TASK PROMPT: Line count for the string "晋陵北路": give the number of lines in the data below that contain it, and nothing more.

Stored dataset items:
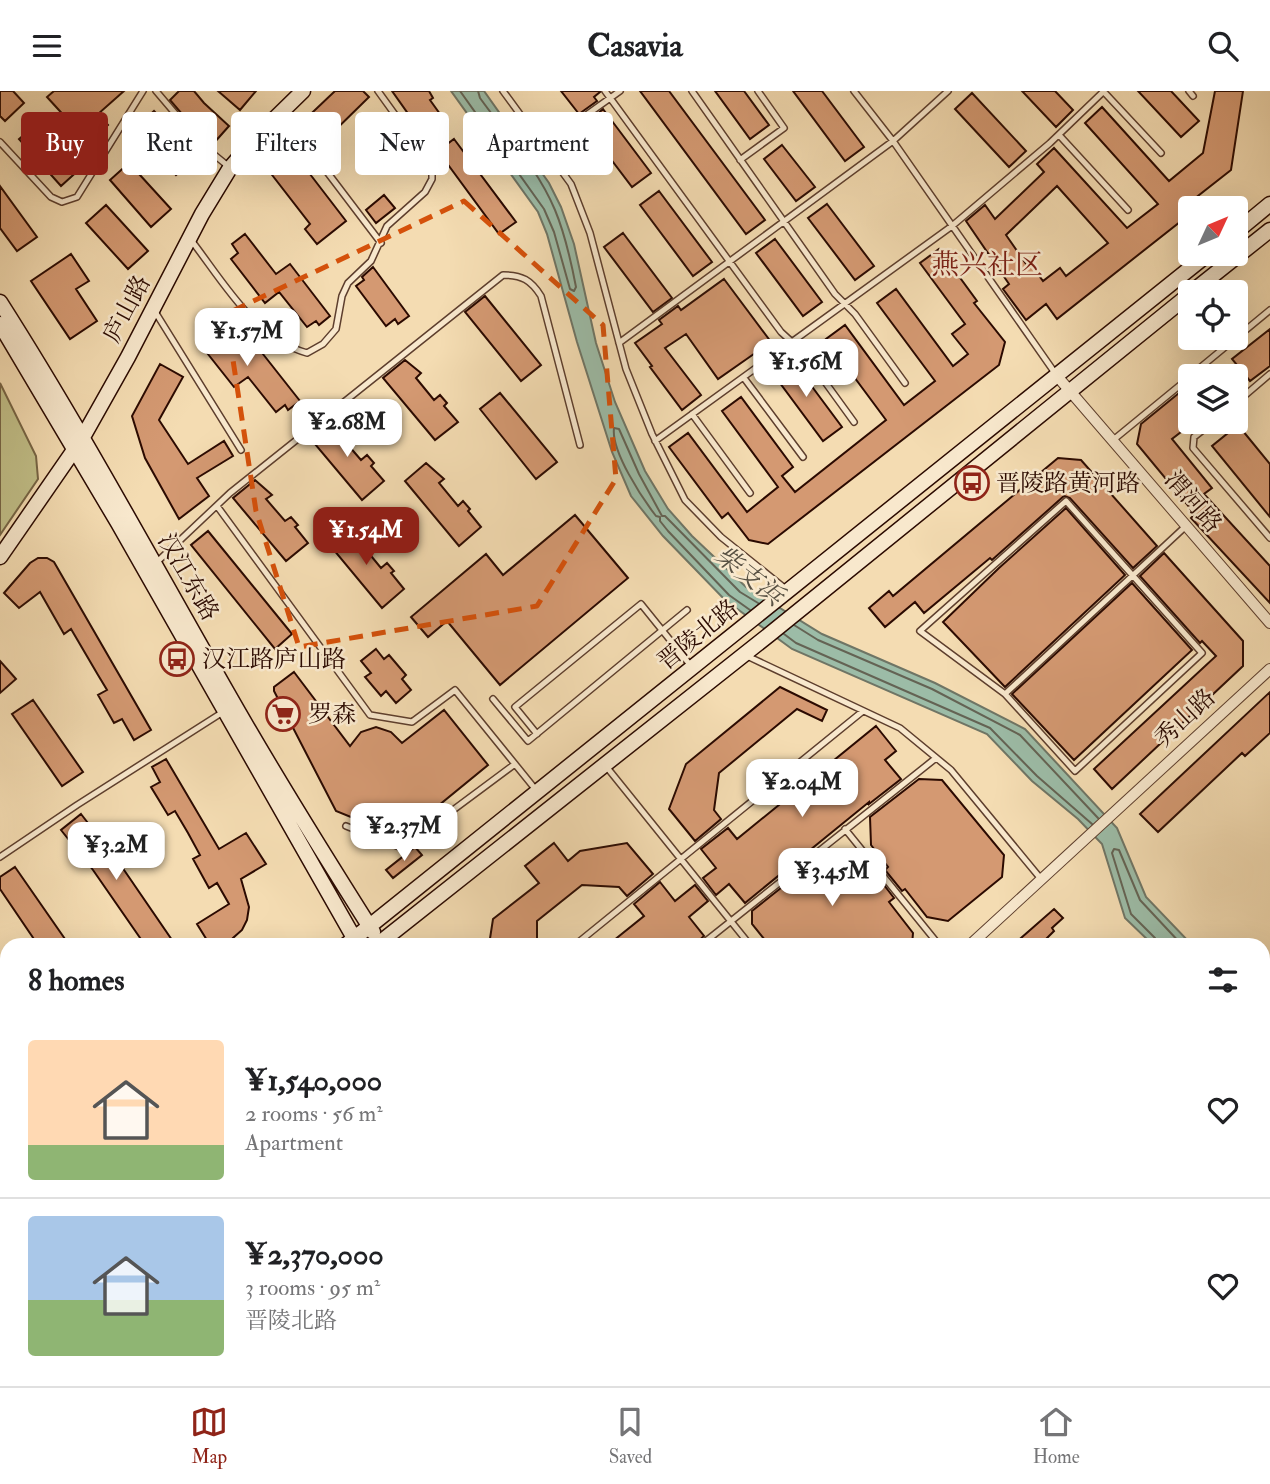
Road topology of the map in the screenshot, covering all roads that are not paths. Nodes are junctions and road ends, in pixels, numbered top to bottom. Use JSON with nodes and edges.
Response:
{"nodes":[{"id":1,"x":143,"y":91,"type":"edge"},
{"id":2,"x":156,"y":91,"type":"edge"},
{"id":3,"x":303,"y":91,"type":"edge"},
{"id":4,"x":378,"y":91,"type":"edge"},
{"id":5,"x":503,"y":91,"type":"edge"},
{"id":6,"x":605,"y":91,"type":"edge"},
{"id":7,"x":620,"y":91,"type":"edge"},
{"id":8,"x":692,"y":91,"type":"edge"},
{"id":9,"x":758,"y":91,"type":"edge"},
{"id":10,"x":853,"y":91,"type":"edge"},
{"id":11,"x":948,"y":91,"type":"edge"},
{"id":12,"x":1104,"y":91,"type":"edge"},
{"id":13,"x":610,"y":98,"type":"junction"},
{"id":14,"x":518,"y":112,"type":"edge"},
{"id":15,"x":590,"y":112,"type":"edge"},
{"id":16,"x":1059,"y":135,"type":"junction"},
{"id":17,"x":893,"y":141,"type":"junction"},
{"id":18,"x":1,"y":144,"type":"edge"},
{"id":19,"x":1161,"y":153,"type":"dead end"},
{"id":20,"x":740,"y":160,"type":"junction"},
{"id":21,"x":230,"y":168,"type":"junction"},
{"id":22,"x":329,"y":175,"type":"edge"},
{"id":23,"x":564,"y":175,"type":"edge"},
{"id":24,"x":1270,"y":204,"type":"edge"},
{"id":25,"x":1128,"y":210,"type":"dead end"},
{"id":26,"x":784,"y":222,"type":"junction"},
{"id":27,"x":1248,"y":222,"type":"edge"},
{"id":28,"x":952,"y":226,"type":"junction"},
{"id":29,"x":1270,"y":230,"type":"edge"},
{"id":30,"x":189,"y":239,"type":"junction"},
{"id":31,"x":381,"y":243,"type":"junction"},
{"id":32,"x":730,"y":262,"type":"junction"},
{"id":33,"x":1193,"y":266,"type":"edge"},
{"id":34,"x":1207,"y":280,"type":"edge"},
{"id":35,"x":0,"y":302,"type":"edge"},
{"id":36,"x":1178,"y":303,"type":"edge"},
{"id":37,"x":846,"y":304,"type":"junction"},
{"id":38,"x":153,"y":308,"type":"junction"},
{"id":39,"x":1270,"y":310,"type":"edge"},
{"id":40,"x":0,"y":324,"type":"edge"},
{"id":41,"x":793,"y":342,"type":"junction"},
{"id":42,"x":619,"y":343,"type":"junction"},
{"id":43,"x":1205,"y":364,"type":"edge"},
{"id":44,"x":1270,"y":374,"type":"edge"},
{"id":45,"x":1057,"y":376,"type":"junction"},
{"id":46,"x":744,"y":377,"type":"junction"},
{"id":47,"x":905,"y":383,"type":"dead end"},
{"id":48,"x":1178,"y":386,"type":"edge"},
{"id":49,"x":1069,"y":391,"type":"junction"},
{"id":50,"x":1248,"y":393,"type":"edge"},
{"id":51,"x":692,"y":414,"type":"junction"},
{"id":52,"x":854,"y":422,"type":"dead end"},
{"id":53,"x":1198,"y":434,"type":"edge"},
{"id":54,"x":83,"y":437,"type":"junction"},
{"id":55,"x":655,"y":441,"type":"junction"},
{"id":56,"x":1112,"y":441,"type":"junction"},
{"id":57,"x":580,"y":445,"type":"dead end"},
{"id":58,"x":241,"y":450,"type":"dead end"},
{"id":59,"x":75,"y":451,"type":"junction"},
{"id":60,"x":803,"y":457,"type":"dead end"},
{"id":61,"x":750,"y":493,"type":"dead end"},
{"id":62,"x":217,"y":506,"type":"junction"},
{"id":63,"x":1186,"y":526,"type":"junction"},
{"id":64,"x":1270,"y":538,"type":"edge"},
{"id":65,"x":0,"y":557,"type":"edge"},
{"id":66,"x":154,"y":564,"type":"junction"},
{"id":67,"x":1132,"y":575,"type":"junction"},
{"id":68,"x":790,"y":591,"type":"junction"},
{"id":69,"x":687,"y":610,"type":"dead end"},
{"id":70,"x":1270,"y":623,"type":"edge"},
{"id":71,"x":663,"y":630,"type":"junction"},
{"id":72,"x":745,"y":654,"type":"junction"},
{"id":73,"x":693,"y":668,"type":"junction"},
{"id":74,"x":1270,"y":669,"type":"edge"},
{"id":75,"x":1005,"y":694,"type":"junction"},
{"id":76,"x":493,"y":699,"type":"dead end"},
{"id":77,"x":225,"y":711,"type":"junction"},
{"id":78,"x":863,"y":711,"type":"junction"},
{"id":79,"x":537,"y":734,"type":"junction"},
{"id":80,"x":936,"y":758,"type":"junction"},
{"id":81,"x":515,"y":764,"type":"junction"},
{"id":82,"x":605,"y":765,"type":"junction"},
{"id":83,"x":538,"y":793,"type":"junction"},
{"id":84,"x":346,"y":825,"type":"dead end"},
{"id":85,"x":845,"y":829,"type":"junction"},
{"id":86,"x":0,"y":857,"type":"edge"},
{"id":87,"x":681,"y":859,"type":"junction"},
{"id":88,"x":1041,"y":879,"type":"junction"},
{"id":89,"x":730,"y":920,"type":"junction"},
{"id":90,"x":370,"y":927,"type":"junction"},
{"id":91,"x":350,"y":938,"type":"edge"},
{"id":92,"x":358,"y":938,"type":"edge"},
{"id":93,"x":376,"y":938,"type":"edge"},
{"id":94,"x":387,"y":938,"type":"edge"},
{"id":95,"x":584,"y":938,"type":"edge"},
{"id":96,"x":709,"y":938,"type":"edge"},
{"id":97,"x":744,"y":938,"type":"edge"},
{"id":98,"x":933,"y":938,"type":"edge"},
{"id":99,"x":978,"y":938,"type":"edge"}],
"edges":[{"from":1,"to":18,"type":"lane"},
{"from":2,"to":21,"type":"lane"},
{"from":3,"to":21,"type":"main road","name":"庐山路"},
{"from":4,"to":31,"type":"lane"},
{"from":5,"to":14,"type":"lane"},
{"from":6,"to":13,"type":"lane"},
{"from":7,"to":13,"type":"lane"},
{"from":8,"to":20,"type":"lane"},
{"from":9,"to":20,"type":"lane"},
{"from":10,"to":17,"type":"lane"},
{"from":11,"to":17,"type":"lane"},
{"from":12,"to":16,"type":"lane"},
{"from":12,"to":19,"type":"lane"},
{"from":13,"to":15,"type":"lane"},
{"from":13,"to":32,"type":"lane"},
{"from":16,"to":25,"type":"lane"},
{"from":16,"to":28,"type":"lane"},
{"from":17,"to":26,"type":"lane"},
{"from":17,"to":28,"type":"lane"},
{"from":20,"to":26,"type":"lane"},
{"from":21,"to":30,"type":"main road","name":"庐山路"},
{"from":22,"to":31,"type":"lane"},
{"from":23,"to":42,"type":"lane"},
{"from":24,"to":27,"type":"main road"},
{"from":26,"to":32,"type":"lane"},
{"from":26,"to":37,"type":"lane"},
{"from":28,"to":37,"type":"lane"},
{"from":28,"to":45,"type":"lane"},
{"from":29,"to":34,"type":"main road","name":"晋陵北路"},
{"from":30,"to":31,"type":"lane"},
{"from":30,"to":38,"type":"main road","name":"庐山路"},
{"from":32,"to":41,"type":"lane"},
{"from":32,"to":42,"type":"lane"},
{"from":33,"to":45,"type":"main road","name":"晋陵北路"},
{"from":35,"to":54,"type":"main road","name":"汉江东路"},
{"from":36,"to":49,"type":"main road","name":"晋陵北路"},
{"from":37,"to":41,"type":"lane"},
{"from":37,"to":47,"type":"lane"},
{"from":38,"to":54,"type":"main road","name":"庐山路"},
{"from":38,"to":58,"type":"lane"},
{"from":39,"to":43,"type":"lane"},
{"from":40,"to":59,"type":"main road","name":"汉江东路"},
{"from":41,"to":46,"type":"lane"},
{"from":41,"to":52,"type":"lane"},
{"from":42,"to":55,"type":"lane"},
{"from":44,"to":50,"type":"lane"},
{"from":45,"to":49,"type":"street","name":"渭河路"},
{"from":45,"to":68,"type":"main road","name":"晋陵北路"},
{"from":46,"to":51,"type":"lane"},
{"from":46,"to":60,"type":"lane"},
{"from":48,"to":56,"type":"lane"},
{"from":49,"to":56,"type":"street","name":"渭河路"},
{"from":49,"to":72,"type":"main road","name":"晋陵北路"},
{"from":51,"to":55,"type":"lane"},
{"from":51,"to":61,"type":"lane"},
{"from":53,"to":64,"type":"lane"},
{"from":54,"to":59,"type":"main road","name":"庐山路"},
{"from":54,"to":66,"type":"main road","name":"汉江东路"},
{"from":55,"to":68,"type":"lane"},
{"from":56,"to":63,"type":"street","name":"渭河路"},
{"from":57,"to":62,"type":"lane"},
{"from":59,"to":65,"type":"main road","name":"庐山路"},
{"from":59,"to":77,"type":"main road","name":"汉江东路"},
{"from":62,"to":66,"type":"lane"},
{"from":62,"to":81,"type":"lane"},
{"from":63,"to":67,"type":"lane"},
{"from":63,"to":70,"type":"street","name":"渭河路"},
{"from":66,"to":90,"type":"main road","name":"汉江东路"},
{"from":67,"to":75,"type":"lane"},
{"from":67,"to":75,"type":"lane"},
{"from":67,"to":75,"type":"lane"},
{"from":68,"to":73,"type":"main road","name":"晋陵北路"},
{"from":69,"to":71,"type":"lane"},
{"from":71,"to":73,"type":"lane"},
{"from":71,"to":79,"type":"lane"},
{"from":71,"to":79,"type":"lane"},
{"from":72,"to":78,"type":"lane"},
{"from":72,"to":82,"type":"main road","name":"晋陵北路"},
{"from":73,"to":83,"type":"main road","name":"晋陵北路"},
{"from":74,"to":88,"type":"street","name":"秀山路"},
{"from":76,"to":79,"type":"lane"},
{"from":77,"to":86,"type":"lane"},
{"from":77,"to":91,"type":"main road","name":"汉江东路"},
{"from":78,"to":80,"type":"lane"},
{"from":78,"to":87,"type":"lane"},
{"from":80,"to":85,"type":"lane"},
{"from":80,"to":88,"type":"lane"},
{"from":81,"to":83,"type":"lane"},
{"from":81,"to":84,"type":"lane"},
{"from":82,"to":87,"type":"lane"},
{"from":82,"to":94,"type":"main road","name":"晋陵北路"},
{"from":83,"to":90,"type":"main road","name":"晋陵北路"},
{"from":85,"to":89,"type":"lane"},
{"from":85,"to":98,"type":"lane"},
{"from":87,"to":89,"type":"lane"},
{"from":87,"to":95,"type":"lane"},
{"from":88,"to":99,"type":"street","name":"秀山路"},
{"from":89,"to":96,"type":"lane"},
{"from":89,"to":97,"type":"lane"},
{"from":90,"to":92,"type":"main road","name":"晋陵北路"},
{"from":90,"to":93,"type":"main road","name":"汉江东路"}]}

TASK ANSWER: 11